2. Did the relationship between the athlete (or the athlete’s parents) and the individual providing the benefit(s) predate the athlete’s status as a prospective student-athlete?
3. Did the relationship between the athlete (or the athlete’s parents) and the individual providing the benefit(s) predate the athlete’s status achieved as a result of his or her athletics ability or reputation?
4. Was the pattern of benefits provided by the individual to the athlete (or the athlete’s parents) prior to the athlete attaining notoriety as a skilled athlete similar in nature to those provided after attaining such stature?
Under the interpretation, “the origin and duration of a relationship and the consistency of benefits provided during the relationship are key factors in determining whether the benefits provided are contrary to the spirit and intent” of the legislation.

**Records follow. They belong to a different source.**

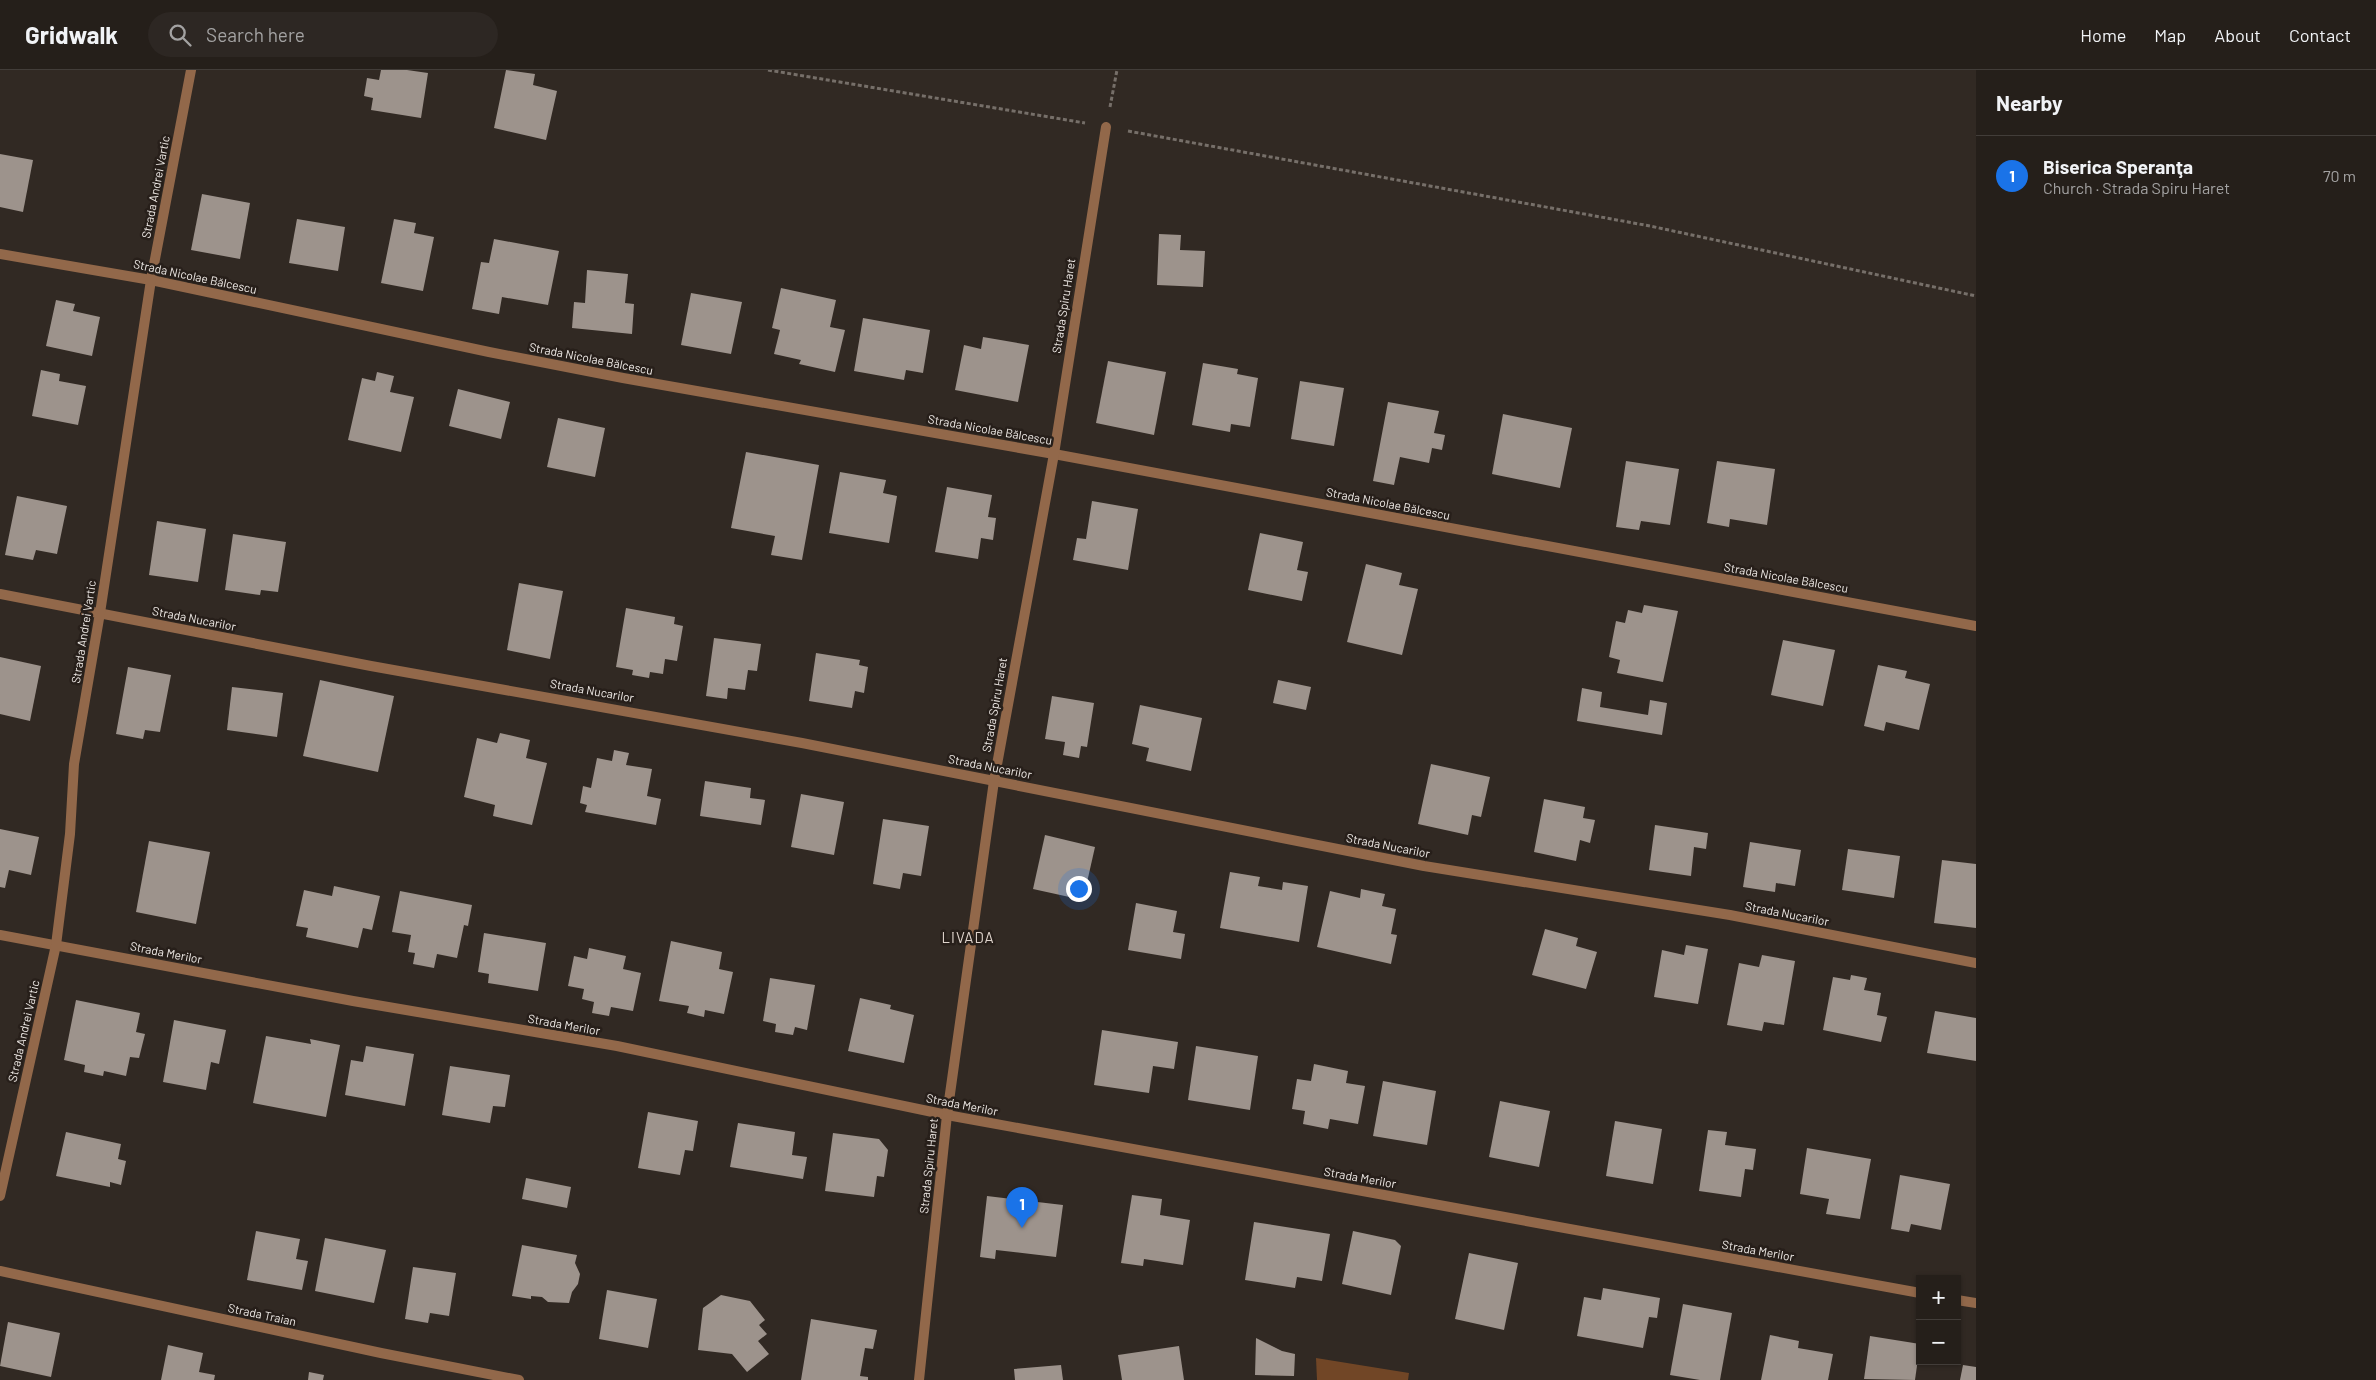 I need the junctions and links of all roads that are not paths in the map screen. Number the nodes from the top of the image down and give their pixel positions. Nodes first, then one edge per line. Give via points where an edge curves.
1 (191, 70) edge
2 (1106, 127) road end
3 (0, 254) edge
4 (151, 280) junction
5 (1054, 454) junction
6 (0, 594) edge
7 (100, 613) junction
8 (1976, 626) edge
9 (994, 781) junction
10 (0, 935) edge
11 (56, 945) junction
12 (1976, 963) edge
13 (947, 1115) junction
14 (0, 1196) edge
15 (0, 1271) edge
16 (1916, 1292) edge
17 (1961, 1301) edge
18 (1976, 1303) edge
19 (518, 1380) edge
20 (919, 1380) edge

1 - 4 street, Strada Andrei Vartic
2 - 5 street, Strada Spiru Haret
3 - 4 street, Strada Nicolae Bălcescu
4 - 5 street, Strada Nicolae Bălcescu via 489,352
4 - 7 street, Strada Andrei Vartic
5 - 8 street, Strada Nicolae Bălcescu
5 - 9 street, Strada Spiru Haret
6 - 7 street, Strada Nucarilor
7 - 9 street, Strada Nucarilor
7 - 11 street, Strada Andrei Vartic via 74,764 70,834
9 - 12 street, Strada Nucarilor via 1424,866 1730,915
9 - 13 street, Strada Spiru Haret
10 - 11 street, Strada Merilor
11 - 13 street, Strada Merilor via 617,1046
11 - 14 street, Strada Andrei Vartic
13 - 16 street, Strada Merilor
13 - 20 street, Strada Spiru Haret
15 - 19 street, Strada Traian
17 - 18 street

The bylaw has been applied in numerous enforcement (major and secondary), student-athlete reinstatement and legislative relief cases. The most recent published secondary case involving the bylaw occurred on October 19, 2011 (Secondary Case Number 47382) involving a Division I women’s water polo team:
Facts: During fall 2010, first year women’s water polo student-athlete (“SA”) received impermissible clothing from O’Neill Clothing. Specifically, SA received $194 in clothing through O’Neill Clothing based on a contract agreement she had since age 12 through December 31, 2010, in sport of surfing. Clothing SA received was from sample sales extras and would otherwise be donated or discarded by manufacturer. Clothing was sent directly to parents of SA. Violation was discovered when institution saw picture of SA on manufacturer’s website and discussed her relationship with company. SA indicated they had provided her with clothing while she was enrolled at institution.

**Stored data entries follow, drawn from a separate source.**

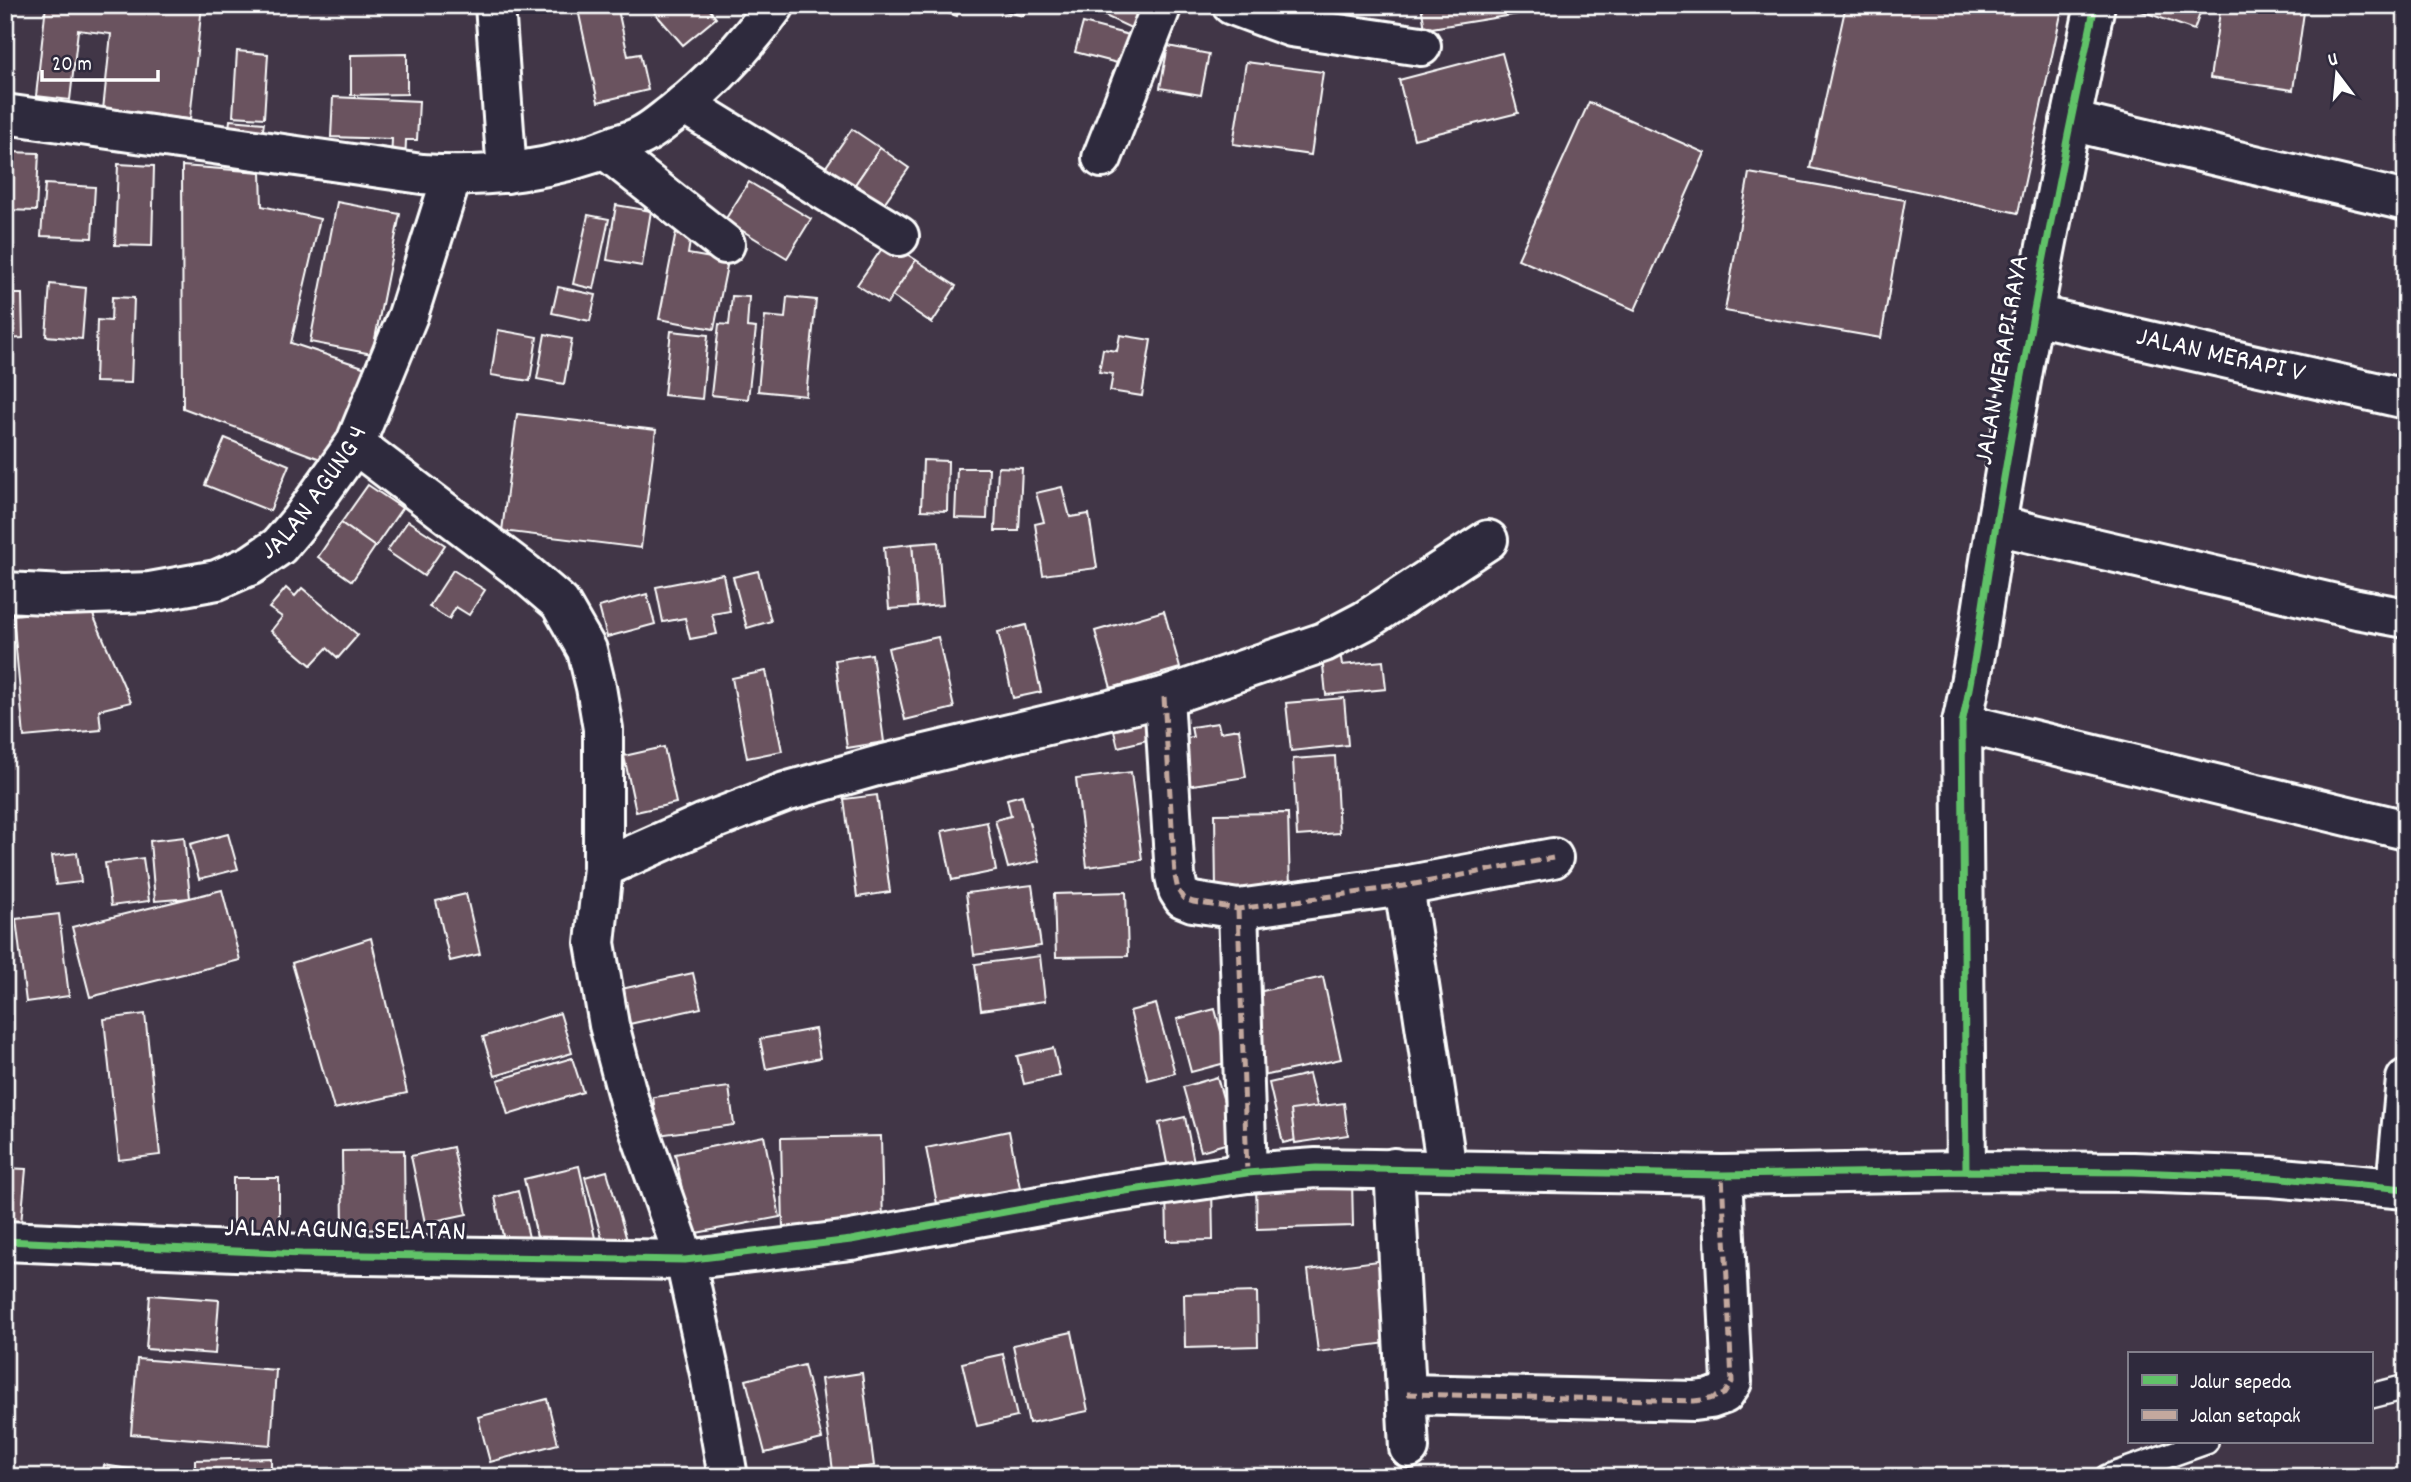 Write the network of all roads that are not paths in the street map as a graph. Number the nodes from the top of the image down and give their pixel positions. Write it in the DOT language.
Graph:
graph roads {
  1 [pos="495,5"];
  2 [pos="775,5"];
  3 [pos="1162,5"];
  4 [pos="1232,5"];
  5 [pos="2095,5"];
  6 [pos="1420,46"];
  7 [pos="684,104"];
  8 [pos="5,114"];
  9 [pos="2070,121"];
  10 [pos="606,150"];
  11 [pos="1102,158"];
  12 [pos="507,173"];
  13 [pos="452,176"];
  14 [pos="2406,201"];
  15 [pos="900,236"];
  16 [pos="725,244"];
  17 [pos="2034,315"];
  18 [pos="2406,399"];
  19 [pos="355,444"];
  20 [pos="1996,525"];
  21 [pos="1488,540"];
  22 [pos="5,592"];
  23 [pos="2406,618"];
  24 [pos="1164,697"];
  25 [pos="1962,723"];
  26 [pos="2406,830"];
  27 [pos="1553,858"];
  28 [pos="603,868"];
  29 [pos="1404,886"];
  30 [pos="1238,909"];
  31 [pos="2406,1079"];
  32 [pos="1394,1168"];
  33 [pos="1447,1170"];
  34 [pos="1966,1171"];
  35 [pos="1247,1172"];
  36 [pos="1722,1175"];
  37 [pos="2401,1188"];
  38 [pos="5,1241"];
  39 [pos="685,1260"];
  40 [pos="2406,1387"];
  41 [pos="1407,1394"];
  42 [pos="2372,1396"];
  43 [pos="2200,1444"];
  44 [pos="1409,1448"];
  45 [pos="728,1477"];
  46 [pos="2107,1477"];
  1 -- 12 [label="street"];
  2 -- 7 [label="street"];
  3 -- 11 [label="street"];
  4 -- 6 [label="street"];
  5 -- 9 [label="street, JALAN MERAPI RAYA"];
  7 -- 10 [label="street"];
  7 -- 15 [label="street"];
  8 -- 13 [label="street"];
  9 -- 14 [label="street"];
  9 -- 17 [label="street, JALAN MERAPI RAYA"];
  10 -- 12 [label="street"];
  10 -- 16 [label="street"];
  12 -- 13 [label="street"];
  13 -- 19 [label="street, JALAN AGUNG 4"];
  17 -- 18 [label="street, JALAN MERAPI V"];
  17 -- 20 [label="street, JALAN MERAPI RAYA"];
  19 -- 22 [label="street, JALAN AGUNG 4"];
  19 -- 28 [label="street"];
  20 -- 23 [label="street"];
  20 -- 25 [label="street, JALAN MERAPI RAYA"];
  21 -- 24 [label="street"];
  24 -- 28 [label="street"];
  24 -- 30 [label="street"];
  25 -- 26 [label="street"];
  25 -- 34 [label="street, JALAN MERAPI RAYA"];
  27 -- 29 [label="street"];
  28 -- 39 [label="street"];
  29 -- 30 [label="street"];
  29 -- 33 [label="street"];
  30 -- 35 [label="street"];
  31 -- 37 [label="street"];
  32 -- 33 [label="street, JALAN AGUNG SELATAN"];
  32 -- 35 [label="street, JALAN AGUNG SELATAN"];
  32 -- 41 [label="street"];
  33 -- 36 [label="street, JALAN AGUNG SELATAN"];
  34 -- 36 [label="street, JALAN AGUNG SELATAN"];
  34 -- 37 [label="street, JALAN AGUNG SELATAN"];
  35 -- 39 [label="street, JALAN AGUNG SELATAN"];
  36 -- 41 [label="street"];
  38 -- 39 [label="street, JALAN AGUNG SELATAN"];
  39 -- 45 [label="street"];
  40 -- 42 [label="lane"];
  41 -- 44 [label="street"];
  43 -- 46 [label="lane"];
}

Institution Action: Institution required SA to repay the value of the impermissible benefit received ($194) to a charity of her choice. SA was withheld from a date of competition. The date of competition was not among those dates used to qualify for the NCAA championship.
The NCAA staff reinstated the student-athete’s eligibility based on the institutional action of repayment and with the condition that SA be withheld from the next two regularly scheduled contests for the 2010-11 season (10 percent). The staff also declared te contests must be among those used for consideration for team selection for the NCAA championship.
The Michael L. Buckner Law Firm recommends NCAA member institutions: (a) review Bylaw 22.214.171.124.6 at an upcoming rules-education workshop or in rules-education materials; and (b) conduct adequate follow-up if the institution obtains allegations of that a prospective or enrolled student-athlete is receiving, or has received, preferential treatment, benefits or services.